Além disso, ele pontua que, do ponto de vista jurídico, segundo o artigo 37 da Constituição Federal, é objetiva a responsabilidade jurídica das empresas privadas prestadoras de serviços públicos, conforme previsto pela teoria do risco administrativo.
“O ordenamento jurídico brasileiro adota a teoria do risco integral, devendo o Estado brasileiro responder por qualquer ato que venha causar dano a alguém. A despeito de haver dolo, culpa ou omissão do agente, o Estado será responsabilizado”, detalhou.
Princípio da culpabilidade
Douglas Antonioli também recorreu ao “princípio da culpabilidade” para comentar outros aspectos da questão judicial. “Até aqui estamos falando na esfera cível.
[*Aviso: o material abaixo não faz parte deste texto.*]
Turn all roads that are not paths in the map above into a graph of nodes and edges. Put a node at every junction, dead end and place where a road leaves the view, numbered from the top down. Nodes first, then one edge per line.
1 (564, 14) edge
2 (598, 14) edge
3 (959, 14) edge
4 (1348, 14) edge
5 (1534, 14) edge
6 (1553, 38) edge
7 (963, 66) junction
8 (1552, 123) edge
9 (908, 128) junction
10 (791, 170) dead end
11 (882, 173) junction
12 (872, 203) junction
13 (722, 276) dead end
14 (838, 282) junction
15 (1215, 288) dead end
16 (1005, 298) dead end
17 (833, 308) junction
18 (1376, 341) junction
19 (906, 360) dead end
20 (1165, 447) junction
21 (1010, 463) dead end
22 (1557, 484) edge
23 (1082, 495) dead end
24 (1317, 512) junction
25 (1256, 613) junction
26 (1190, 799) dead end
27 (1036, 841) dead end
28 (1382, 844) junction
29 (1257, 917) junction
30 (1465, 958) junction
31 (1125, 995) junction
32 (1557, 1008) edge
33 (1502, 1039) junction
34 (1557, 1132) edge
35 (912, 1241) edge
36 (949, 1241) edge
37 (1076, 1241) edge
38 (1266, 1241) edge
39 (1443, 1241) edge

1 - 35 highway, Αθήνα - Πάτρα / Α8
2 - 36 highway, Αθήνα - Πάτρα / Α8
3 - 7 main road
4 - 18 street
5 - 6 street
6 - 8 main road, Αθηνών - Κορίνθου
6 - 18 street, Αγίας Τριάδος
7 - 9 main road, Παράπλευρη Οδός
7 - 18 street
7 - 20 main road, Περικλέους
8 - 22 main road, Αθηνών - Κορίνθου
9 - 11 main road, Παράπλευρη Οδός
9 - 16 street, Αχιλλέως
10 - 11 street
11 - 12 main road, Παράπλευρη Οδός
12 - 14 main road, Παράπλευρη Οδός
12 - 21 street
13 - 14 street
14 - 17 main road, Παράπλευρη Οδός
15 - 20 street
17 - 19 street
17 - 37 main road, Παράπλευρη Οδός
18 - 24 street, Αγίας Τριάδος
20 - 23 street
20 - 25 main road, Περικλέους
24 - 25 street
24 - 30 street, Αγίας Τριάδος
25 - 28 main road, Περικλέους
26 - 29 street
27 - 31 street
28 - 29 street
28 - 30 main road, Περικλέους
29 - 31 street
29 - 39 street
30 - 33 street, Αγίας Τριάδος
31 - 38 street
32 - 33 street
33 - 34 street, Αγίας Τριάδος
Na esfera penal, no arcabouço legal adotado pelo Brasil, não existe responsabilidade objetiva.”
No conceito, a responsabilização decorre, segundo ele, de uma prática ilícita ou da violação ao direito de outra pessoa. “No Direito Penal, portanto, temos a responsabilidade subjetiva, que também pode ser denominada como princípio da culpabilidade.”
Em outras palavras, no Direito Penal brasileiro – explica o advogado –, a culpa não pode ser presumida, tem que ser provada. “É necessário haver o trânsito em julgado de uma causa para que uma pessoa possa ser considerada culpada, condenada.”
Correspondência inviolável
Nesse debate é importante frisar que, mesmo com a responsabilização dos Correios no exemplo em tela, a empresa não tem o poder legal de violar as correspondências dos usuários a pretexto de evitar o cometimento de delitos.
A Constituição Federal, em seu artigo 5º, inciso X, referente aos direitos e garantias fundamentais, estabelece que “são invioláveis a intimidade, a vida privada, a honra e a imagem das pessoas, assegurado o direito a indenização pelo dano material ou moral decorrente de sua violação”.
O inciso XII do mesmo artigo reforça tal entendimento: “é inviolável o sigilo da correspondência e das comunicações telegráficas, de dados e das comunicações telefônicas, salvo, no último caso, por ordem judicial, nas hipóteses e na forma que a lei estabelecer para fins de investigação criminal ou instrução processual penal”.
O ato constitutivo da Empresa Brasileira de Correios e Telégrafos – o Decreto-Lei nº 509, de 20 de março de 1969, assinado pelo então presidente da República, Artur da Costa e Silva – adota providência semelhante.
Em seu artigo 13º, o marco legal impõe que: “ressalvada a competência do Departamento de Polícia Federal, a ECT manterá serviços de vigilância para zelar, no âmbito das comunicações, pelo sigilo da correspondência, cumprimento das leis e regulamentos relacionados com a segurança nacional, e garantia do tráfego postal-telegráfico e dos bens e haveres da Empresa ou confiados à sua guarda”.
Judicialização crescente
A usuária havia contratado o Sedex para que o destinatário recebesse o pacote no dia da comemoração de seu aniversário. A opção pelo frete expresso, mais dispendioso, não garantiu, contudo, a entrega no prazo previsto.
Em sua defesa, a companhia alegou que o endereço no pacote estaria incompleto, mas o juiz não considerou o argumento. Os Correios também foram condenados a reembolsar os R$ 27,20 gastos pela cliente com a postagem da encomenda.